24 Settembre 2015

Non più bambino ma sempre prodigio: Santon è tornato

Il "bambino" di Josè Mpurinho è cresciuto e adesso è una pedina imprescindibile per l'ambiente nerazzurro
punto mercato banega Éder soriano

E’ trascorsa una vita, calcisticamente parlando, da quel giorno del 2009 in cui Josè Mourinho pensò di sfoderare l’arma più inattesa: Davide Santon, soprannominato simpaticamente “bambino” dal vate portoghese, esordì con la maglia nerazzurra per tenere a bada il pallone d’oro in carica Cristiano Ronaldo. La personalità, il carisma e le caratteristiche tecniche-atletiche del terzino saltarono subito agli occhi degli addetti ai lavori, consentendogli di conquistare subito un posto da titolare e un peso di tutto rilievo nella conquista dello scudetto numero 17.

Stava per nascere una nuova bandiera nerazzurra che avrebbe portato, col passare degli anni, anche alla conquista della fascia di capitano. Eppure, con la partenza dello “Special One”, qualcosa andò si ruppe, tanto che, nella stagione post-triplete, la giovane stellina lasciò Milano, sostituito da Nagatomo. Da quel momento l’erba sulle fasce esterne di San Siro non crebbe più come prima (Nagatomo, Jonathan, Pereira, D’ambrosio).

Il destino, che spesso ha il senso dell’umorismo, è tornato a bussare nel 2015: con Roberto Mancini si è consumato il più classico dei ritorni di fiamma che ha permesso a Davide di ritornare in quella squadra che l’aveva lanciato nel grande calcio; dopo essere stato messo sul mercato in estate (e dopo aver espresso la volontà di restare), Santon si è rilanciato pesantemente nelle gerarchie, divenendo uno dei calciatori più decisivi della nuova Inter, prima in classifica a punteggio pieno dopo cinque giornate.

Solidità difensiva, capacità di saper leggere dinamicamente le azioni difensive, ferrea conoscenza tattica, una buona tecnica e grande spirito di corsa sono gli ingredienti che hanno trasformato Santon in una pedina imprescindibile dello scacchiere manciniano.
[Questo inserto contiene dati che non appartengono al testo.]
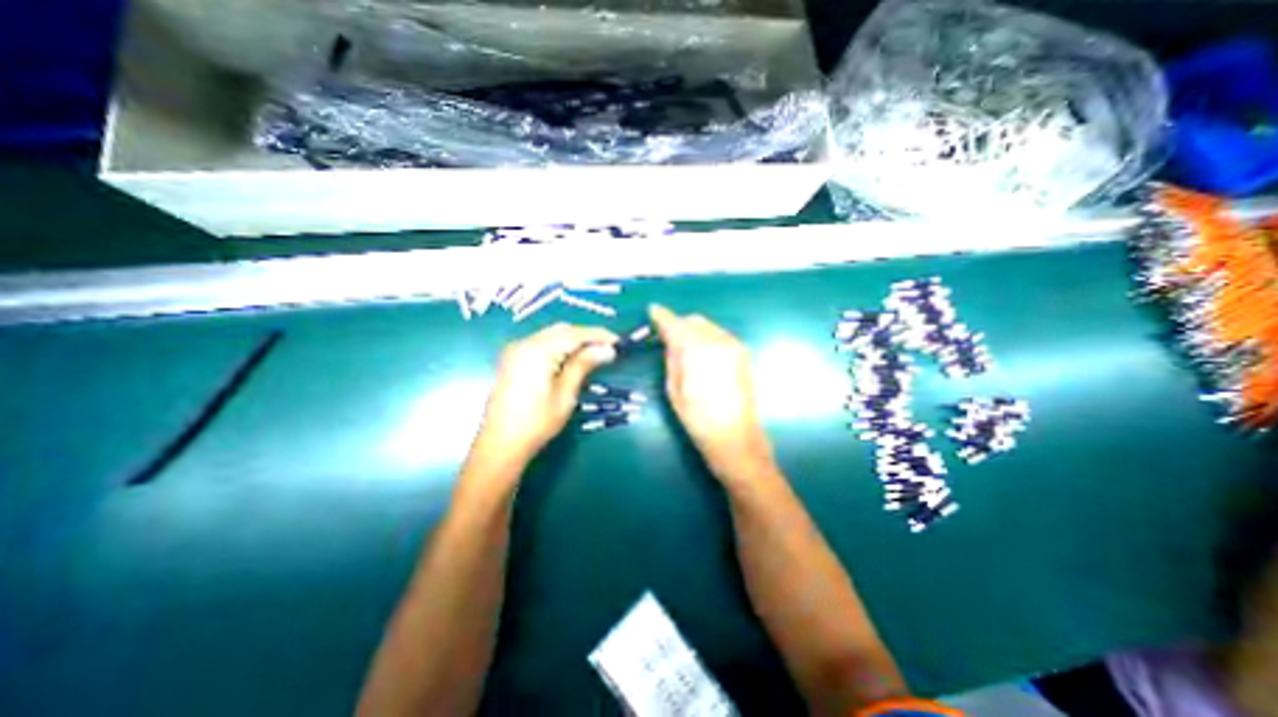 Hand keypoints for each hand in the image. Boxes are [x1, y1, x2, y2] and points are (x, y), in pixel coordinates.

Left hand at [468, 321, 619, 470]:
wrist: (500, 444)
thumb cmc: (537, 422)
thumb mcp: (565, 394)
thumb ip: (583, 365)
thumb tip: (607, 350)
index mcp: (538, 351)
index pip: (575, 334)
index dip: (598, 335)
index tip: (618, 341)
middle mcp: (525, 343)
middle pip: (562, 330)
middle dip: (586, 335)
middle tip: (607, 348)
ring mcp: (516, 350)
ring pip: (551, 335)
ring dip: (573, 340)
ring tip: (593, 353)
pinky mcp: (512, 359)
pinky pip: (541, 343)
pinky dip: (559, 346)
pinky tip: (571, 358)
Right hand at [651, 302, 766, 481]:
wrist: (736, 437)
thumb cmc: (698, 419)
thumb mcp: (674, 388)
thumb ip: (672, 358)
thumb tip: (669, 340)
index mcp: (697, 349)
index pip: (675, 323)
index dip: (661, 316)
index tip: (652, 312)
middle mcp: (718, 340)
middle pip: (693, 321)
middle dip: (679, 325)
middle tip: (667, 337)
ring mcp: (734, 345)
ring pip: (708, 326)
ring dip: (693, 331)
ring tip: (684, 349)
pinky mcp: (743, 353)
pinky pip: (719, 335)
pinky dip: (707, 338)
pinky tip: (702, 355) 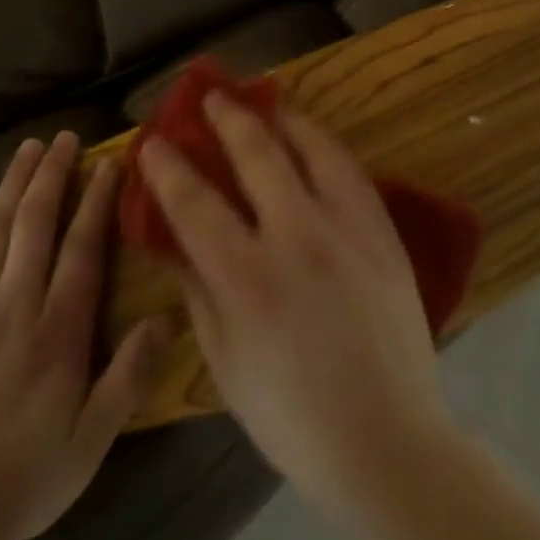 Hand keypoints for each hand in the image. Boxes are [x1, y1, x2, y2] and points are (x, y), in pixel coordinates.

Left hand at [0, 132, 168, 539]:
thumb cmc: (25, 477)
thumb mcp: (92, 442)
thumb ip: (129, 377)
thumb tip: (164, 319)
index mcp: (58, 332)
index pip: (82, 249)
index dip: (97, 201)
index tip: (109, 163)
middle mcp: (15, 305)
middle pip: (35, 223)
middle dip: (51, 175)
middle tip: (63, 137)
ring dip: (13, 182)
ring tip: (27, 146)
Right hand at [138, 97, 456, 515]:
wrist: (387, 442)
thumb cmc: (291, 414)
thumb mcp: (223, 360)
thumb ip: (197, 289)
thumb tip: (175, 237)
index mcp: (247, 279)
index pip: (194, 201)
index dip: (167, 165)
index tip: (152, 141)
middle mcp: (297, 239)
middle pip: (256, 154)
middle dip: (225, 117)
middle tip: (208, 97)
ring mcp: (347, 230)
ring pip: (312, 148)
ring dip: (280, 117)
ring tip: (263, 99)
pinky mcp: (383, 233)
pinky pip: (351, 171)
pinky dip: (324, 144)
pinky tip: (311, 137) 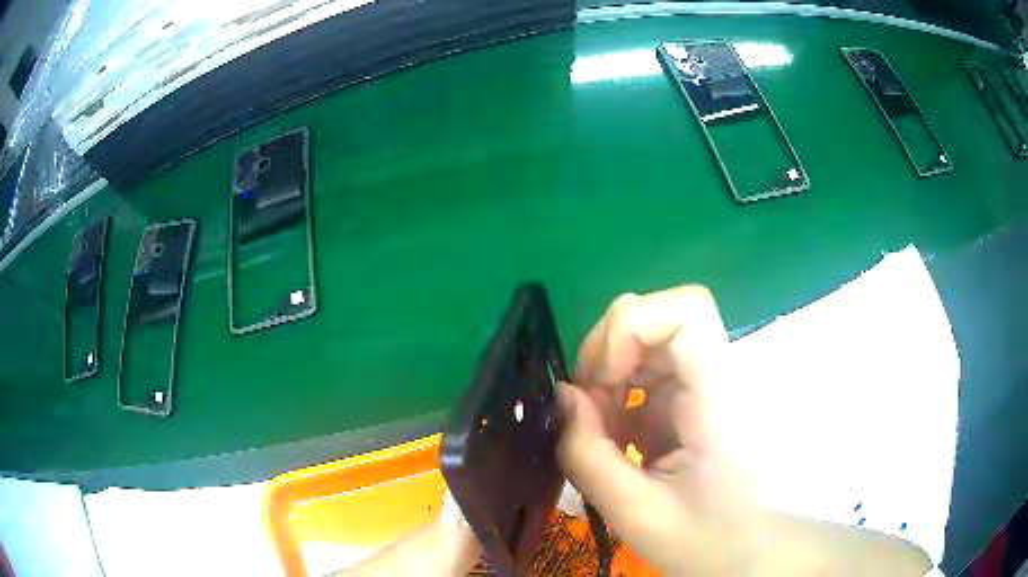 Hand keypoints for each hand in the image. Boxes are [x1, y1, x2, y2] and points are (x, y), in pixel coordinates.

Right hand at [557, 286, 756, 574]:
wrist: (738, 547)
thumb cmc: (701, 538)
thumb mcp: (635, 512)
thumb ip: (589, 455)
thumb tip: (562, 396)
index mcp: (717, 400)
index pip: (688, 311)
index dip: (633, 327)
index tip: (604, 380)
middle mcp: (712, 377)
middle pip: (657, 315)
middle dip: (606, 351)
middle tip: (587, 408)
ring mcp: (698, 384)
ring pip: (642, 337)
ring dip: (604, 374)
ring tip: (597, 428)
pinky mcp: (683, 397)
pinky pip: (637, 371)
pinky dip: (610, 394)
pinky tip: (610, 437) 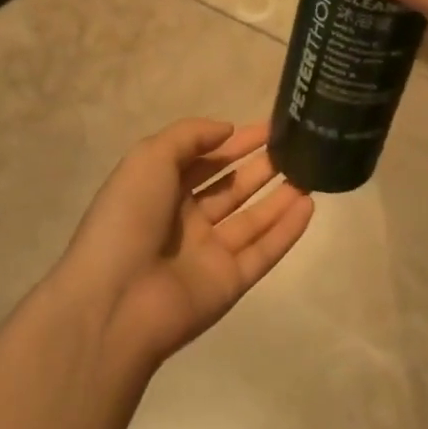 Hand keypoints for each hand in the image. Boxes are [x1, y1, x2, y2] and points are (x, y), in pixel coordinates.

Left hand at [57, 119, 313, 367]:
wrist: (116, 301)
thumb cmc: (129, 217)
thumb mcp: (149, 158)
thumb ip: (189, 136)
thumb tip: (228, 130)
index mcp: (160, 189)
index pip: (205, 159)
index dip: (236, 142)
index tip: (271, 127)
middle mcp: (184, 220)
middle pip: (231, 187)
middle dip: (261, 166)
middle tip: (297, 146)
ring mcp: (207, 253)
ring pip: (251, 219)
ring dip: (279, 196)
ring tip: (311, 171)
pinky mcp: (228, 283)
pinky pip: (263, 252)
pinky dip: (286, 230)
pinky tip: (309, 205) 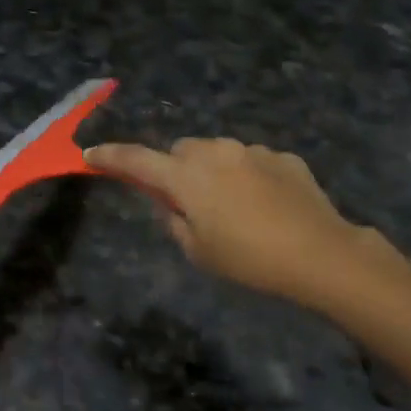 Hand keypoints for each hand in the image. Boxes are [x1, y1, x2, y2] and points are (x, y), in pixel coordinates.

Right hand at [85, 139, 385, 307]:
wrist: (320, 254)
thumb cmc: (249, 260)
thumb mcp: (198, 251)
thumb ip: (173, 219)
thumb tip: (168, 201)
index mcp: (187, 176)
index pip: (136, 160)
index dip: (111, 157)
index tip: (90, 155)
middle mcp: (216, 152)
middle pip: (180, 151)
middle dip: (176, 170)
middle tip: (187, 203)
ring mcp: (252, 150)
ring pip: (216, 152)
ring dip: (212, 171)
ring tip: (232, 207)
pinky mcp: (282, 156)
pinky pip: (250, 160)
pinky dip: (246, 175)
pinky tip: (265, 205) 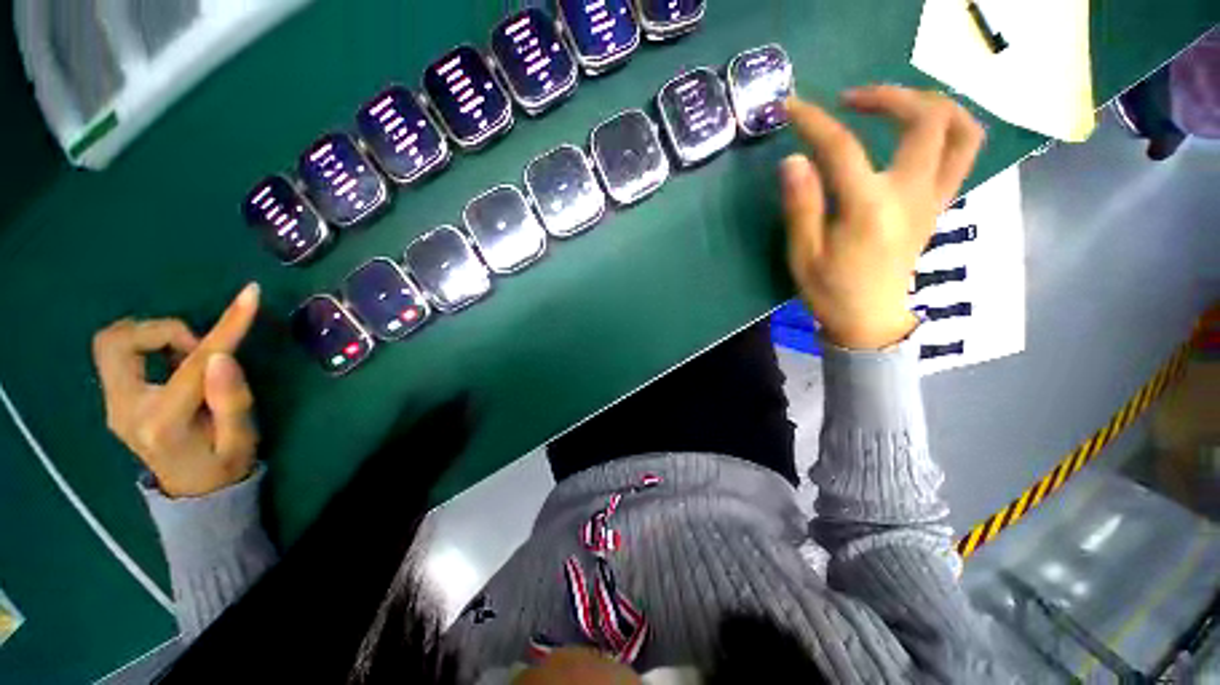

Inoltre, l’esperienza maturata in questi anni tra Serie A e Premier League lo proiettano tra i primi tre terzini dell’attuale campionato italiano di calcio.

Non è un caso, inoltre, che l’unica rete finora subita dall’Inter, nella trasferta di Carpi, sia arrivata proprio in uno dei pochi momenti in cui non era in campo, sostituito proprio da quel Nagatomo con cui si avvicendò nel gennaio del 2011.

Quello che è tornato all’Inter non è più un bambino, bensì un calciatore completo che, nonostante l’età tuttora ancora giovane, è già pronto per calcare palcoscenici importanti, con la maturità necessaria (e il carisma giusto) per migliorare di partita in partita.

Quei quattro anni di lontananza devono essere interpretati come un errore a cui si è posto rimedio: è giusto che l’Inter possa godere, una volta tanto, delle prestazioni di un prodotto del proprio vivaio, con un terzino che non è più un bambino ma resta un vero prodigio.